Crash Site

Remember my first field trip to Pegasus?

Pegasus airfield has been on holiday. This year's sea ice runway leapt into operation at the beginning of October, meaning that all of our deliveries of fruit, mail, equipment, and scientists have landed less than two miles from town. But the ice runway closed this last weekend, and all flight operations have moved back to Pegasus. The ice begins to thin, and open water grows ever closer. (Relatedly, the Ob Tube was extracted the 14th of November.) I can't help but think wryly of all that work--all those machines chugging and beeping around the clock, grooming the ice in preparation--in order to have planes land at the doorstep for a mere handful of weeks. Evidently the proximity of the ice runway for even that narrow window of time saves McMurdo millions of dollars and hundreds of thousands of gallons of fuel. Incredible. Sometimes I think that this whole program deserves a prize for inefficiency.

But in addition to saving the NSF a few bucks, moving air operations to the ice runway for a little while also affords us townies an opportunity to visit Pegasus for recreational purposes: most notably, to examine the wreckage of the crash that gives the airfield its name.
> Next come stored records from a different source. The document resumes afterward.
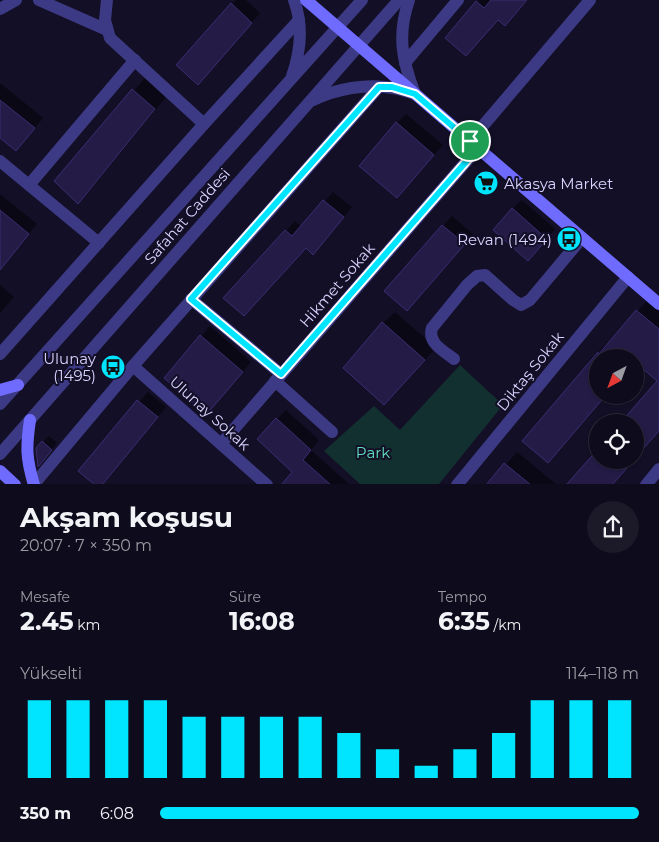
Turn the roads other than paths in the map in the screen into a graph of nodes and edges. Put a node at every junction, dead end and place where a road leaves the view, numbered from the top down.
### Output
1 (16, 0) edge
2 (38, 0) edge
3 (107, 0) edge
4 (294, 0) edge
5 (306, 0) edge
6 (362, 0) edge
7 (399, 0) edge
8 (409, 0) edge
9 (458, 0) edge
10 (590, 0) edge
11 (0, 9) edge
12 (299, 20) junction
13 (338, 27) junction
14 (108, 30) junction
15 (359, 46) junction
16 (135, 60) junction
17 (405, 63) junction
18 (289, 82) junction
19 (379, 87) junction
20 (415, 94) junction
21 (309, 102) junction
22 (204, 124) junction
23 (474, 145) junction
24 (0, 161) edge
25 (29, 185) junction
26 (582, 238) junction
27 (98, 243) junction
28 (628, 277) junction
29 (191, 299) junction
30 (659, 304) edge
31 (0, 354) edge
32 (454, 359) dead end
33 (133, 366) junction
34 (278, 377) junction
35 (18, 385) junction
36 (0, 390) edge
37 (0, 404) edge
38 (30, 420) junction
39 (332, 432) dead end
40 (221, 444) junction
41 (0, 454) edge
42 (659, 469) edge
43 (0, 471) edge
44 (650, 483) edge
45 (15, 484) edge
46 (34, 484) edge
47 (267, 484) edge
48 (458, 484) edge

1 - 11 street
2 - 14 street
3 - 14 street
4 - 12 street
5 - 13 street
6 - 13 street, Safahat Caddesi
7 - 15 street, Safahat Caddesi
8 - 17 street
9 - 17 street
10 - 23 street, Hikmet Sokak
12 - 18 street
12 - 22 street
13 - 15 street
13 - 18 street, Safahat Caddesi
14 - 16 street
15 - 20 street
15 - 21 street, Safahat Caddesi
16 - 22 street
16 - 25 street
17 - 20 street
18 - 35 street, Safahat Caddesi
19 - 20 street
19 - 21 street
19 - 29 street
20 - 23 street
21 - 38 street, Safahat Caddesi
22 - 27 street
23 - 26 street
23 - 34 street, Hikmet Sokak
24 - 25 street
25 - 27 street
26 - 28 street
26 - 32 street
27 - 31 street
28 - 30 street
28 - 48 street, Diktaş Sokak
29 - 33 street
29 - 34 street
33 - 40 street, Ulunay Sokak
33 - 46 street
34 - 39 street
34 - 40 street, Hikmet Sokak
35 - 36 street
35 - 37 street, Safahat Caddesi
38 - 41 street, Safahat Caddesi
38 - 46 street
40 - 47 street, Ulunay Sokak
42 - 44 street
43 - 45 street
Pegasus Field…is named after Pegasus, a C-121 Lockheed Constellation, still visible there in the snow after crashing in bad weather on October 8, 1970. No one on board was injured."
That is the sum total of information I managed to unearth about this catastrophe. I'm really rather disappointed. I heard better stories during light vehicle training about fools getting disoriented during a whiteout and driving halfway to Black Island (it's a long way, the wrong way). Our tour guide, Pedro--although an estimable guide in other ways, e.g. waking up on a Sunday to lead a midrats tour at the "unreasonable" hour of 9am, operating a radio with great panache to inform the firehouse that 18 souls on board Delta Dawn were departing the McMurdo compound--either didn't know anything more or felt disinclined to share with the rest of the class.
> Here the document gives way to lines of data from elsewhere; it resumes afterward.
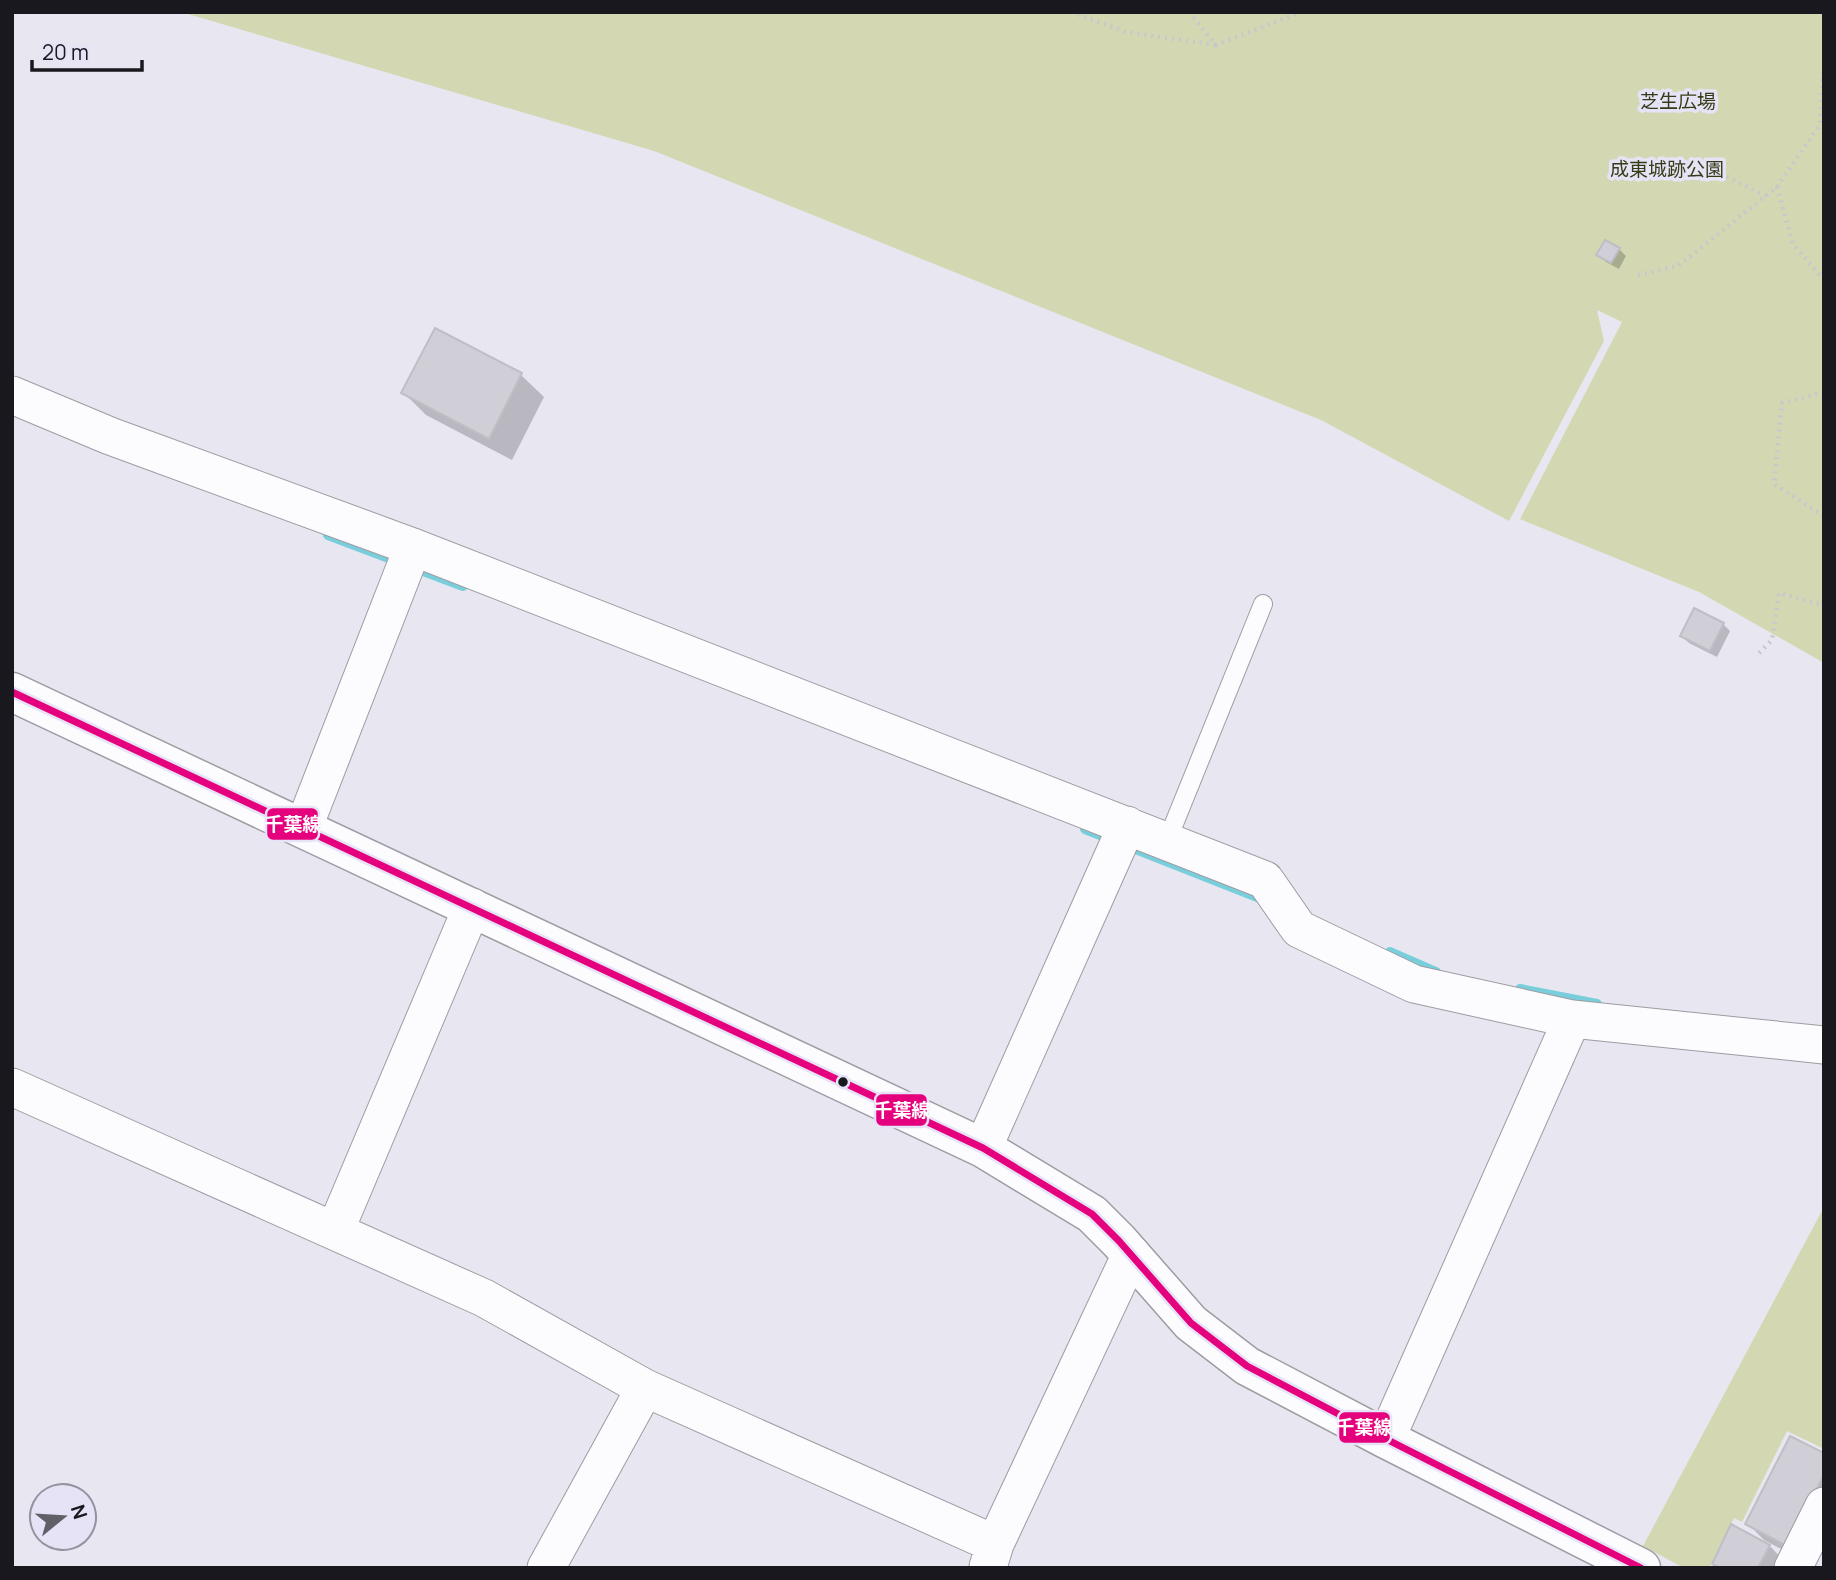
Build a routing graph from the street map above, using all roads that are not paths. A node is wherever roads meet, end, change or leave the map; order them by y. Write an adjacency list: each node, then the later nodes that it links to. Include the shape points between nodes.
1 (12, 395): 2 (street)
2 (409, 558): 5 (street); 6 (street)
3 (1263, 604): 7 (lane)
4 (12, 692): 5 (street)
5 (303, 829): 8 (street)
6 (1121, 837): 7 (street); 12 (street)
7 (1167, 841): 9 (street, via 1265,880 1299,929 1413,984)
8 (472, 908): 12 (street); 13 (street)
9 (1572, 1019): 10 (street); 16 (street)
10 (1824, 1045)
11 (12, 1087): 13 (street)
12 (983, 1147): 14 (street, via 1092,1214)
13 (335, 1231): 15 (street, via 484,1298)
14 (1131, 1254): 16 (street, via 1191,1323 1247,1366); 18 (street)
15 (645, 1388): 18 (street); 19 (street)
16 (1386, 1439): 20 (street)
17 (1824, 1506): 21 (street)
18 (991, 1556)
19 (546, 1568)
20 (1641, 1568)
21 (1793, 1568)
Arriving at the airfield after an hour-long, juddering ride in the Delta, we clambered from the iron box to discover that the wind out on the ice shelf was kicking it something fierce. Station policy mandates that everyone leaving town---for any purpose---bears with him a full complement of Extreme Cold Weather gear, including Big Red and bunny boots, and most of us have gotten pretty good at dressing for the weather around here, regardless, so nobody complained of the cold. (Also, any temperature above zero no longer feels cold.) Still, the wind threw a lot of snow into our faces and camera lenses, taking one hell of an edge off of the collective intrepid spirit, especially without any dire accounts of pilots' fevered last-minute decisions to hold our interest.
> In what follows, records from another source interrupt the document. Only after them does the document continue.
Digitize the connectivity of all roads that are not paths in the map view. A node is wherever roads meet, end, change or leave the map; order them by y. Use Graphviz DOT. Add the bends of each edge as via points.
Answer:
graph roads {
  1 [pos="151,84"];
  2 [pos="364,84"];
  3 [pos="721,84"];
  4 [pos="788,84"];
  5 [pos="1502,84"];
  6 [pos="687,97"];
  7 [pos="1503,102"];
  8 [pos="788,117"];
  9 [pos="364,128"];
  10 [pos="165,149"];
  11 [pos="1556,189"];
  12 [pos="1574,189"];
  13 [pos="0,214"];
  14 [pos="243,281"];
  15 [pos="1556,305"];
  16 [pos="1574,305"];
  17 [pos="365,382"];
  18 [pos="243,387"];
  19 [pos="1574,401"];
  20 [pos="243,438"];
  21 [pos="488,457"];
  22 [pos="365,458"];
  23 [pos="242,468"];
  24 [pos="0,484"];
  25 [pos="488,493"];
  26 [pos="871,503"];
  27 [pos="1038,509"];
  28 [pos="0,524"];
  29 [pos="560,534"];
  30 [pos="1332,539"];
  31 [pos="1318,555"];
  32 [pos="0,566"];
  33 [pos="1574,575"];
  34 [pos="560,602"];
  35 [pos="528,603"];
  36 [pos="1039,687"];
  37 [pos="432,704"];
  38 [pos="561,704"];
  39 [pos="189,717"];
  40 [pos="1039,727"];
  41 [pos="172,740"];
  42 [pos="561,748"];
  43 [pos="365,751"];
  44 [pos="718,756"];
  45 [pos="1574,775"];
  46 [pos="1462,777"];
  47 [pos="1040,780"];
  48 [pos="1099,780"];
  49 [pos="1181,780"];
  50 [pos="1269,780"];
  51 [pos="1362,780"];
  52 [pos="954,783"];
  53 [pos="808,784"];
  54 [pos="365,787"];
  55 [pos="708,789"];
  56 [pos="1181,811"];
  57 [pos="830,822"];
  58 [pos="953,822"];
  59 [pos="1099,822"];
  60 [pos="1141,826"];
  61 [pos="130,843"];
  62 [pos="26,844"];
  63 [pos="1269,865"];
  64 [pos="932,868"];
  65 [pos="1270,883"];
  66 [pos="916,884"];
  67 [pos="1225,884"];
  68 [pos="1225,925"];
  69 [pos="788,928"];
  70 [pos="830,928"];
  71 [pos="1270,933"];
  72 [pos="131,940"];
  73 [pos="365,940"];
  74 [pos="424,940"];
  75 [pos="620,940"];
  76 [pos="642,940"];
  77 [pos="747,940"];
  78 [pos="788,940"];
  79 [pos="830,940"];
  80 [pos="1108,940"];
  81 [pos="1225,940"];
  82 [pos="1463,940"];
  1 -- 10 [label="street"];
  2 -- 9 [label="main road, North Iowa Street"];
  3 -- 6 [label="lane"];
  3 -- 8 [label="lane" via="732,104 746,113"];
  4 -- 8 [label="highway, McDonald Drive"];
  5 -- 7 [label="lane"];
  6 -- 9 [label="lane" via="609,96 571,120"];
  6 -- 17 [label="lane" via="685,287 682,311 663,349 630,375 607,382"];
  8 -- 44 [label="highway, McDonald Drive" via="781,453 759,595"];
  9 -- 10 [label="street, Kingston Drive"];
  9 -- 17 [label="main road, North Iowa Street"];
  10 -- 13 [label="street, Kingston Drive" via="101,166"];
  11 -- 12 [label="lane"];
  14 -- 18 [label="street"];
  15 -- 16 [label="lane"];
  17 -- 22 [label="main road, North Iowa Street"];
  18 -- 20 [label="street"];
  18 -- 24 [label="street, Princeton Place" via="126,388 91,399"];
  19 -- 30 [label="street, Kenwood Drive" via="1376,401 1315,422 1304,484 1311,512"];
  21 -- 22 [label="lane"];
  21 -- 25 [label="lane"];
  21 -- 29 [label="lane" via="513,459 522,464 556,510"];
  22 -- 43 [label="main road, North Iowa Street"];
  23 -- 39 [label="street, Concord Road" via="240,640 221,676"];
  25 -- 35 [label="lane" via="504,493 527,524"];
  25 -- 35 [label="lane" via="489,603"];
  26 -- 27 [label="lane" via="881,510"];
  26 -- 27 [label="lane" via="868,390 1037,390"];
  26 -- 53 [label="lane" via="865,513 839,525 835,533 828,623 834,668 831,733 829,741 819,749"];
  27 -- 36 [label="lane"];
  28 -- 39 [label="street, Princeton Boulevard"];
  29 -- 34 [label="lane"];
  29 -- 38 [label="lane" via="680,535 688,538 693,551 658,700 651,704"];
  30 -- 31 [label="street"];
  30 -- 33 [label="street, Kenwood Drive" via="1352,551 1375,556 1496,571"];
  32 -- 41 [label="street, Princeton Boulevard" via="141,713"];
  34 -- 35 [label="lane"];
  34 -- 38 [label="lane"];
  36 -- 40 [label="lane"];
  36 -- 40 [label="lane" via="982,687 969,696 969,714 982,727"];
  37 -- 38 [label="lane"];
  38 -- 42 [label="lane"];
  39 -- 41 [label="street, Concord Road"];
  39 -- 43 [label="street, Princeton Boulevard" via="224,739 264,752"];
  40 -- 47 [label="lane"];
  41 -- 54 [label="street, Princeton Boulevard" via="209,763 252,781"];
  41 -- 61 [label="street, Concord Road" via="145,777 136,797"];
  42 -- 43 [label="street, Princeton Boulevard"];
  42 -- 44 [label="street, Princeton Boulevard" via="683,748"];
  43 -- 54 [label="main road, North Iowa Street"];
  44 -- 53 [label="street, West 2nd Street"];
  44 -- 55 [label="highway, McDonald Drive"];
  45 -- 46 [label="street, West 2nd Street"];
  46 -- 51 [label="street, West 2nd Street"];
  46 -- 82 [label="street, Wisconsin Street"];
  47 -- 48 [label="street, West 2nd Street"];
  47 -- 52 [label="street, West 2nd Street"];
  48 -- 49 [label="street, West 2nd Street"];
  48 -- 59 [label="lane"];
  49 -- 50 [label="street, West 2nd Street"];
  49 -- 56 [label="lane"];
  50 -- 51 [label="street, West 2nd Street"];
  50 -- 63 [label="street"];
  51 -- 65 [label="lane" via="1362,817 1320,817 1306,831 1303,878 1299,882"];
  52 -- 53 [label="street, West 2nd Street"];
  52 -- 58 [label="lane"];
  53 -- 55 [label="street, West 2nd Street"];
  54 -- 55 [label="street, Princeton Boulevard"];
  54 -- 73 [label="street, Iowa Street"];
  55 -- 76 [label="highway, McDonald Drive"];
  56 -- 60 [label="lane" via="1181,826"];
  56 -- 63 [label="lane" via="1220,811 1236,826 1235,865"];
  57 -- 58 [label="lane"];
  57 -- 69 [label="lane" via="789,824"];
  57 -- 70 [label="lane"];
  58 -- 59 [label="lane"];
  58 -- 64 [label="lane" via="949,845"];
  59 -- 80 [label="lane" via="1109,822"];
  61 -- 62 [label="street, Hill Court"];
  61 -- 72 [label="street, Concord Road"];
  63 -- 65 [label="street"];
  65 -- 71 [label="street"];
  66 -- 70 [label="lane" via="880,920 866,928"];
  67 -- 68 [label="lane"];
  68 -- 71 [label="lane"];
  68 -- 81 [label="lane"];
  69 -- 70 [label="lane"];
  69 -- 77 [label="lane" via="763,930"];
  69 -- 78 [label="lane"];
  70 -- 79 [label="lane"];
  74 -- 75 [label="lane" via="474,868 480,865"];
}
Plane half-buried in the white waste, hooray.


After taking a few photos of the tail and scratching a some initials into the paint, we were done. I'm pretty sure we spent, oh, seven minutes walking up and down the wreck. Tops.




But the trip was saved! Because trudging our way back to the Delta we found…ice! Yes! I know! In Antarctica!


Being very big (as well as very red), Big Red, as any McMurdoan can attest, often functions as a SAIL. (They don't tell you about your coat's multifarious wiles during Orientation. It also sheds tiny feathers into all your clothes. And eats tubes of chapstick.) Usually you really wish it wouldn't, such as when you're stumbling slowly up a scree-covered hill, straight into the wind, seeming to make no progress whatsoever. Or while traversing a veeery steep and icy slope, when you've forgotten to bring Yak Traks and each fresh gust threatens to break the tenuous grip of friction and send you careening down the side of the mountain onto the sea ice.


But in this case, the wind-catching prowess of our oversized coats, combined with the flat, slippery plane of ice we happened upon, turned into a glorious game of slip-n-slide. Get a running start and--let the wind do the rest.